Plus que de l'ennui c'est également de la frustration que ressentira le pauvre spectateur à la vision de Masoch puisqu'il ne pourra pas même se rattraper sur les séquences érotiques ou plus exactement de masochisme. Quoi de plus hypocrite en effet qu'un film traitant de cette
bizarrerie sexuelle qui prend pour option de ne pratiquement rien montrer? Certes nous ne sommes pas ici dans le cadre d'un cinéma d'exploitation pour public voyeuriste. Le cinéaste évite les écueils de tels procédés mais cela ne signifie pas pour autant ne rien faire voir. Du masochisme on aura essentiellement droit à des scènes de fustigation et de punition qui reviennent de manière cyclique réglées comme une horloge suisse, bien peu surprenantes encore moins étonnantes. On en retiendra en fait que deux, celle, totalement suggérée mais psychologiquement douloureuse, où Masoch se fait brûler le pénis avec un mégot de cigare incandescent et celle beaucoup plus explicite cette fois où, le manche d'un fouet bien enfoncé dans l'anus, il se fait fouetter. Quant à la nudité elle se fait toujours très pudique, on ne comptera quasiment aucun nu frontal, on se contentera d'admirer le fessier de Masoch et d'imaginer par le biais des dialogues ses formidables érections. Voilà qui devrait engendrer une frustration encore plus grande non seulement chez le spectateur mais aussi chez le voyeur.
Dans tout cet étalage d'attitudes mornes, on gardera néanmoins une image, très belle, particulièrement forte, si empreinte d'émotion soudaine qu'elle jurerait presque avec la monotonie de l'ensemble, celle où Masoch s'effondre au pied d'un mur comme écrasé, anéanti, par le poids de ses propres perversions, souffrant des souffrances qu'il s'inflige.

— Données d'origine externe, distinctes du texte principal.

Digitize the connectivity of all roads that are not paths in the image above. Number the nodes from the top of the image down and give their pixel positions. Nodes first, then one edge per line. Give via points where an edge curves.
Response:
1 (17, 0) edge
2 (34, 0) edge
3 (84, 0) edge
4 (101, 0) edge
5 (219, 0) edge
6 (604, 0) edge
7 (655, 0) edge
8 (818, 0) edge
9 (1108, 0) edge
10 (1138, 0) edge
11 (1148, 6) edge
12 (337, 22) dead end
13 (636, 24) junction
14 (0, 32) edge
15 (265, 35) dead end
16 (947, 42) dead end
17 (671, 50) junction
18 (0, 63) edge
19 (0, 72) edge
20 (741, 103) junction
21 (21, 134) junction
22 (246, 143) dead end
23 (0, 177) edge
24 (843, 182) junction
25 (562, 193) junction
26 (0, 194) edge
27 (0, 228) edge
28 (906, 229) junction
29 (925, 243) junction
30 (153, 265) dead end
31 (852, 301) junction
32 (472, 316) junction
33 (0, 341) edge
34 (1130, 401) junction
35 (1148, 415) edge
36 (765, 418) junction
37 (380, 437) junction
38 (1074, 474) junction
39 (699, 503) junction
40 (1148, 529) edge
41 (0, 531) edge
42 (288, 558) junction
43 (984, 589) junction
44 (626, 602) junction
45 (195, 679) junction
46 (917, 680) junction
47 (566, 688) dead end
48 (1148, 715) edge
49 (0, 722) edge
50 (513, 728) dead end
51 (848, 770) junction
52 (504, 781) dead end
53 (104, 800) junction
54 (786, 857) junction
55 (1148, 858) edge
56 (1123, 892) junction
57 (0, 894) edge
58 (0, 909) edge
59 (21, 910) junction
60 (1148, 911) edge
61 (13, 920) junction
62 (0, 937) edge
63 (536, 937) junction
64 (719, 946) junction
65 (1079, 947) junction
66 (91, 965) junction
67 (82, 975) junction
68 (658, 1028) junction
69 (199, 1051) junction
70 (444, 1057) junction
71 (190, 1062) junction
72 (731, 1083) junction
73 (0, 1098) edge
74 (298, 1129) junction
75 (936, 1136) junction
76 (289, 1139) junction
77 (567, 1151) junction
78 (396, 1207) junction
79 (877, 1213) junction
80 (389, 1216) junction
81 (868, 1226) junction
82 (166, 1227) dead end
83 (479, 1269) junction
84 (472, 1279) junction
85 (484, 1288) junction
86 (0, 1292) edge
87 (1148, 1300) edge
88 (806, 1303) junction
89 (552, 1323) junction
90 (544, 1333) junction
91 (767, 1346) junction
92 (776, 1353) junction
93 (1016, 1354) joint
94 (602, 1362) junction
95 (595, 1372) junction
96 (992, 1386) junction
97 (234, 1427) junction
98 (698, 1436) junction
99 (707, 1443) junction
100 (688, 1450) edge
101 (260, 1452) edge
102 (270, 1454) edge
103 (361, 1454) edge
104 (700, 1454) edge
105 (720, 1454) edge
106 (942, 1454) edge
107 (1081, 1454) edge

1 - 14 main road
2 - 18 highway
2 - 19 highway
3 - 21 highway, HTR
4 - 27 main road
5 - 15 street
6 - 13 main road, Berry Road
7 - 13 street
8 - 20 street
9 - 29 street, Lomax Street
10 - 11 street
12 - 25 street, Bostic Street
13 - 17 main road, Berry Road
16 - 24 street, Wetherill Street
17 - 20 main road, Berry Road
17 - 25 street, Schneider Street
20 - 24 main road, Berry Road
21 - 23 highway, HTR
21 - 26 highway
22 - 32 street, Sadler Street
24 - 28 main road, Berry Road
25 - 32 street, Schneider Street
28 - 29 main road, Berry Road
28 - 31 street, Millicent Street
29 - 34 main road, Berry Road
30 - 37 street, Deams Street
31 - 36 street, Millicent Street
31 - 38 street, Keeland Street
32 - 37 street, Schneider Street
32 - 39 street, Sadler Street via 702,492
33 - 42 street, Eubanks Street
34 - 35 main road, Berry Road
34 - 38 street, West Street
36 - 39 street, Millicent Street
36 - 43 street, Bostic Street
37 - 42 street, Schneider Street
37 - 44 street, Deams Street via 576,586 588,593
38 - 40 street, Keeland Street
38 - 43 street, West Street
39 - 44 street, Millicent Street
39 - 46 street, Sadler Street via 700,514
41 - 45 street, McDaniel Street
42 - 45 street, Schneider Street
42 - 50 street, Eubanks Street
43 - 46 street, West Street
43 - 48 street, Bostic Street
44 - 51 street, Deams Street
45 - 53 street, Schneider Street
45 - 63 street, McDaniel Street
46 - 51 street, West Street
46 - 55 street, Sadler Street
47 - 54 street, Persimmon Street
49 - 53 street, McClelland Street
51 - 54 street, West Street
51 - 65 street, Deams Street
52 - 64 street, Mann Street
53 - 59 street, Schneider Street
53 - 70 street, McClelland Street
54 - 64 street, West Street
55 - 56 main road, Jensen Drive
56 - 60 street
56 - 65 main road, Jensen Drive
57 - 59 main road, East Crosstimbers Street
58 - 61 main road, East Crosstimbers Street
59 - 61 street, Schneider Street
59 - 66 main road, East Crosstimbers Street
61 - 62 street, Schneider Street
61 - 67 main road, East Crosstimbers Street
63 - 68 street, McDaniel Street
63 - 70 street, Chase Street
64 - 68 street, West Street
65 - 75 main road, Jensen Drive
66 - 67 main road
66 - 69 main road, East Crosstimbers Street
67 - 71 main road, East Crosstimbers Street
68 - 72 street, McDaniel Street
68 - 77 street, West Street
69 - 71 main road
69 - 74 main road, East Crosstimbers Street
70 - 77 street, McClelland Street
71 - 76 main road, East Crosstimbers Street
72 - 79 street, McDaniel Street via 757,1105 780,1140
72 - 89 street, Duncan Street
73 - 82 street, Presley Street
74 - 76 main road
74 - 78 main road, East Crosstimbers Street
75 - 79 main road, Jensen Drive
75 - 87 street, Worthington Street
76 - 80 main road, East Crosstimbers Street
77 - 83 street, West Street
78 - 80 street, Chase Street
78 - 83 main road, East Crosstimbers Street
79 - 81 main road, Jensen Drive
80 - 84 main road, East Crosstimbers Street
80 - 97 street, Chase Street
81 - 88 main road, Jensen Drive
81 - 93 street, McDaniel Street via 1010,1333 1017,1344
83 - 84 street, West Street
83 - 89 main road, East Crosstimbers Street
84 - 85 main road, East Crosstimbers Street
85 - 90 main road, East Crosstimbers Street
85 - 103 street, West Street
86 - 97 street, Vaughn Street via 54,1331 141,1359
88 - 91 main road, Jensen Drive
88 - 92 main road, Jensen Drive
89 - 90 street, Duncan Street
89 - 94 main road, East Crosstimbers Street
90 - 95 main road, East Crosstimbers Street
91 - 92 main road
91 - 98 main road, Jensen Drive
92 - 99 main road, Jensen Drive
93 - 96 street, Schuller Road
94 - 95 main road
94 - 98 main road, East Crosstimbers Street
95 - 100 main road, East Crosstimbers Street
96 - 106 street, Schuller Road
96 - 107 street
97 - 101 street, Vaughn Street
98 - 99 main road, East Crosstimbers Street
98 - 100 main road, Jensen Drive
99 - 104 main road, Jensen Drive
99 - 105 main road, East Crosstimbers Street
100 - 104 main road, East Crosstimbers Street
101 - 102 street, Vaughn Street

Conscient de ses déviances qui lui sont indispensables pour connaitre plaisir et jouissance, il en est désespérément prisonnier, un carcan qui le brise et le détruit lentement.
Outre la beauté des décors, on saluera la prestation des deux principaux acteurs, tous deux très investis mais trop théâtraux, celle de Francesca De Sapio d'une part dans le rôle de Wanda, l'épouse de Masoch, et plus surprenant le toujours aussi séduisant Paolo Malco qui incarne le fameux cavalier. On ne pourra qu'être fasciné par la beauté envoutante de Paolo dont on ne compte plus les plans de nu dorsaux tant et si bien que ses fesses n'auront plus aucun secret pour le plus grand plaisir du spectateur béat qui n'oubliera pas de si tôt la tout aussi déroutante masturbation malheureusement habillé. On en sera d'autant plus amer que toutes les scènes d'érection sont suggérées mais gageons que bon nombre d'entre nous se laisserait facilement aller au masochisme si leur maitre avait les traits de Paolo.
A leurs cotés, on reconnaitra et appréciera la beauté d'un tout jeune Fabrizio Bentivoglio, le bel amant de passage, qui n'a bien malheureusement pour sa part aucune scène érotique déshabillée, Valeria D'Obici et Inga Alexandrova découverte dans Les nuits rouges de la gestapo puis revue par la suite dans le faussement zoophile Malabestia avec Sirpa Lane.
Masoch est une tentative ratée de cinéma d'auteur sur un thème difficile qui nécessitait beaucoup plus de force émotive et d'énergie mais aussi de violence, cette violence qui définit justement le masochisme. Et ce ne sont pas les dialogues tout dramatiques se veulent ils qui changeront la donne. Privé d'âme, jamais incisif, le film de Taviani n'en finit plus de s'étirer en longueur. Il aura vite raison du spectateur à qui il ne restera que le décor et la présence de Paolo pour éviter de sombrer lentement dans une douce torpeur.
Taviani mettra par la suite en scène une autre biographie, celle de Modigliani, sa seconde et ultime réalisation.